Actually, I never did a hex dump as everything I struggled to find in the Prop Tool hexdump is clearly laid out in the list file. Do you really get some use from the hex dump that's not satisfied by the listing?
OK, no problem there from my side. I guess I just get used to the listing [noparse]:)[/noparse] Any chance of assigning a shortcut to this function (Compiler listing)?
View -> Compiler Listing
Just leave it open in the background and it gets updated with every successful compile.
heater said...
Actually I've always wondered how Parallax feels about BST basically obsoleting the Propeller Tool for so many of us.
I don't think they particularly care to be honest. Does not matter what tools one uses, in the end they sell Propellers.
heater said...
Nothing wrong just perhaps not enough marketing.
It's a effort/reward thing. I'd rather spend what time I have available fixing those 6 legged insects in the code (the little buggers are nesting!).
heater said...
I know you were not keen on releasing the source for BST but I'm wondering if you are up to releasing binaries for more platforms?
It's something I've thought about, but I currently have multiple machines for each platform I support (I actually bought one of the Mac's to support bst specifically - it sits in the corner burning Watts otherwise). I'd be interested in getting an ARM box if it would be useful. I've got a couple of iPAQ's running Linux somewhere that I had planned to play with using X remotely, but if there is a low-budget dedicated ARM box that will do the thing out of the box I'd sure have a go at it.

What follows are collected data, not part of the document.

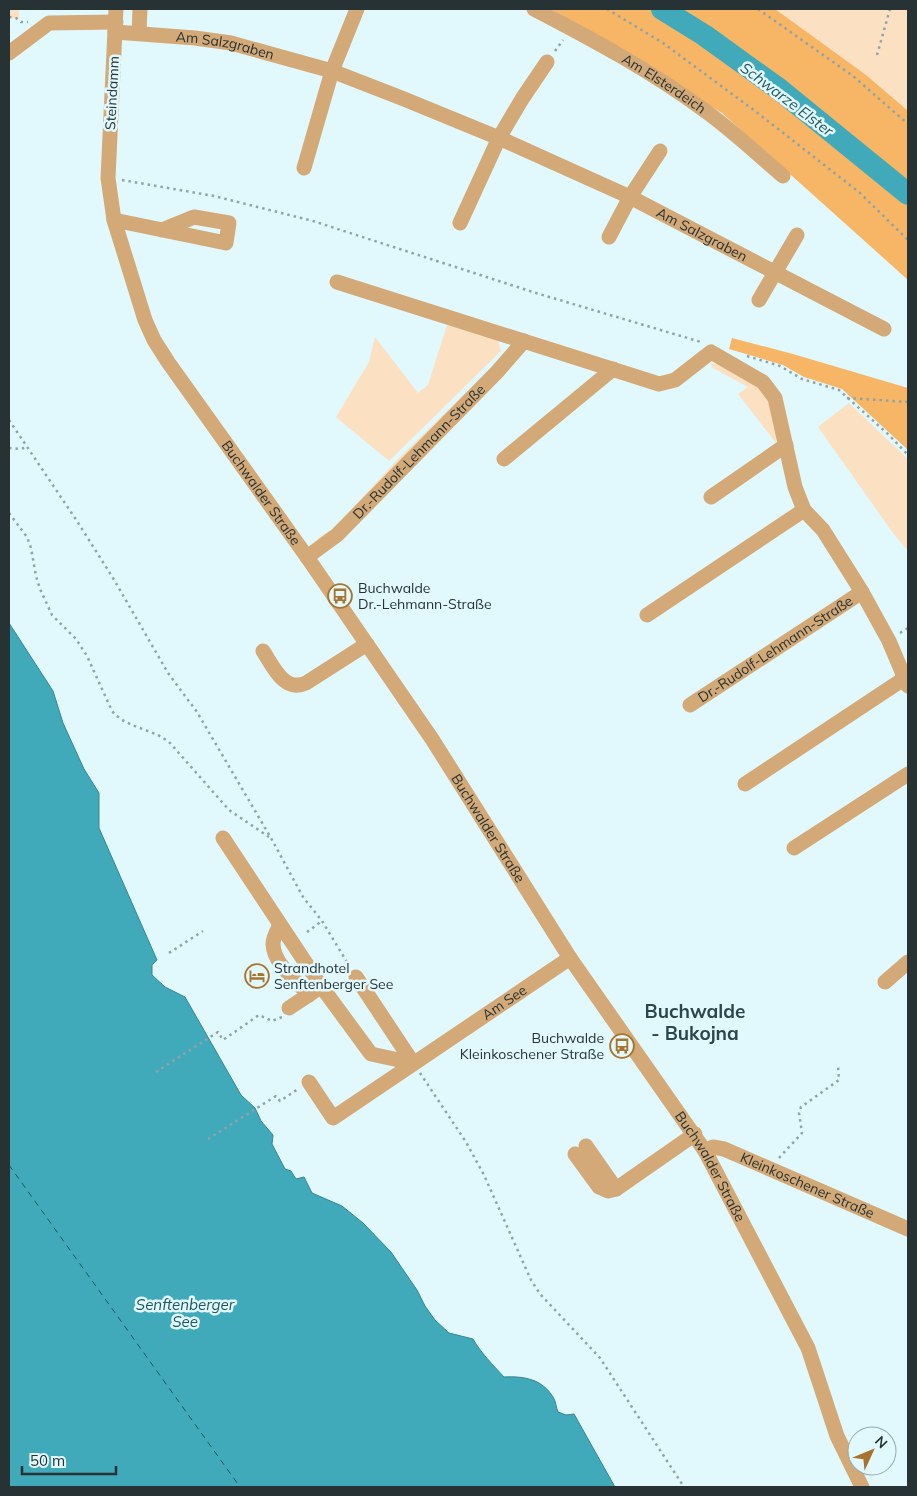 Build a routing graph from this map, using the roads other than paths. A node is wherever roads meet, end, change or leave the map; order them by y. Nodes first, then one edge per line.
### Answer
1 (140, 9) edge
2 (357, 9) edge
3 (534, 9) edge
4 (116, 21) edge
5 (138, 34) junction
6 (9, 53) edge
7 (547, 62) road end
8 (332, 71) junction
9 (499, 138) junction
10 (660, 151) dead end
11 (304, 168) dead end
12 (783, 176) dead end
13 (108, 178) joint
14 (630, 198) junction
15 (114, 220) junction
16 (460, 223) dead end
17 (162, 230) dead end
18 (797, 235) dead end
19 (609, 237) dead end
20 (774, 272) junction
21 (337, 282) dead end
22 (759, 300) dead end
23 (884, 329) dead end
24 (524, 341) junction
25 (613, 369) junction
26 (786, 444) junction
27 (504, 459) dead end
28 (711, 497) dead end
29 (804, 510) junction
30 (307, 557) junction
31 (862, 592) junction
32 (647, 615) dead end
33 (367, 644) junction
34 (263, 651) dead end
35 (906, 682) edge
36 (690, 705) dead end
37 (908, 774) edge
38 (745, 784) dead end
39 (223, 838) dead end
40 (794, 848) dead end
41 (570, 958) junction
42 (908, 962) edge
43 (356, 977) road end
44 (885, 982) dead end
45 (315, 990) junction
46 (289, 1008) road end
47 (413, 1063) junction
48 (310, 1082) road end
49 (695, 1134) junction
50 (581, 1150) dead end
51 (705, 1151) junction
52 (908, 1229) edge
53 (862, 1487) edge

1 - 5 street
2 - 8 street
3 - 12 street, Am Elsterdeich
4 - 5 street, Am Salzgraben
4 - 6 street, Am Salzgraben
4 - 13 street, Steindamm
5 - 8 street, Am Salzgraben
7 - 9 street
8 - 9 street, Am Salzgraben
8 - 11 street
9 - 14 street, Am Salzgraben
9 - 16 street
10 - 14 street
13 - 15 street, Buchwalder Straße
14 - 19 street
14 - 20 street, Am Salzgraben
15 - 17 street
15 - 30 street, Buchwalder Straße
18 - 20 street
20 - 22 street
20 - 23 street, Am Salzgraben
21 - 24 street, Dr.-Rudolf-Lehmann-Straße
24 - 25 street, Dr.-Rudolf-Lehmann-Straße
24 - 30 street, Dr.-Rudolf-Lehmann-Straße
25 - 26 street, Dr.-Rudolf-Lehmann-Straße
25 - 27 street
26 - 28 street
26 - 29 street, Dr.-Rudolf-Lehmann-Straße
29 - 31 street, Dr.-Rudolf-Lehmann-Straße
29 - 32 street
30 - 33 street, Buchwalder Straße
31 - 35 street, Dr.-Rudolf-Lehmann-Straße
31 - 36 street, Dr.-Rudolf-Lehmann-Straße
33 - 34 street
33 - 41 street, Buchwalder Straße
35 - 38 street, Dr.-Rudolf-Lehmann-Straße
37 - 40 street
39 - 45 street
41 - 47 street, Am See
41 - 49 street, Buchwalder Straße
42 - 44 street
43 - 47 street
45 - 46 street
45 - 47 street
47 - 48 street, Am See
49 - 50 street
49 - 51 street, Buchwalder Straße
51 - 52 street, Kleinkoschener Straße
51 - 53 street, Buchwalder Straße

I'm not making any guarantees however, as I'm unsure at the moment of the level of support the fpc/lazarus toolchain has for ARM GUI stuff. Only one way to find out though.
The beagleboard kinda sounds interesting, but most of the netbooks are still x86 based, so it's a common platform to target. If I can get an ARM based netbook with SSD and 20 hours battery life, I'm there [noparse]:)[/noparse]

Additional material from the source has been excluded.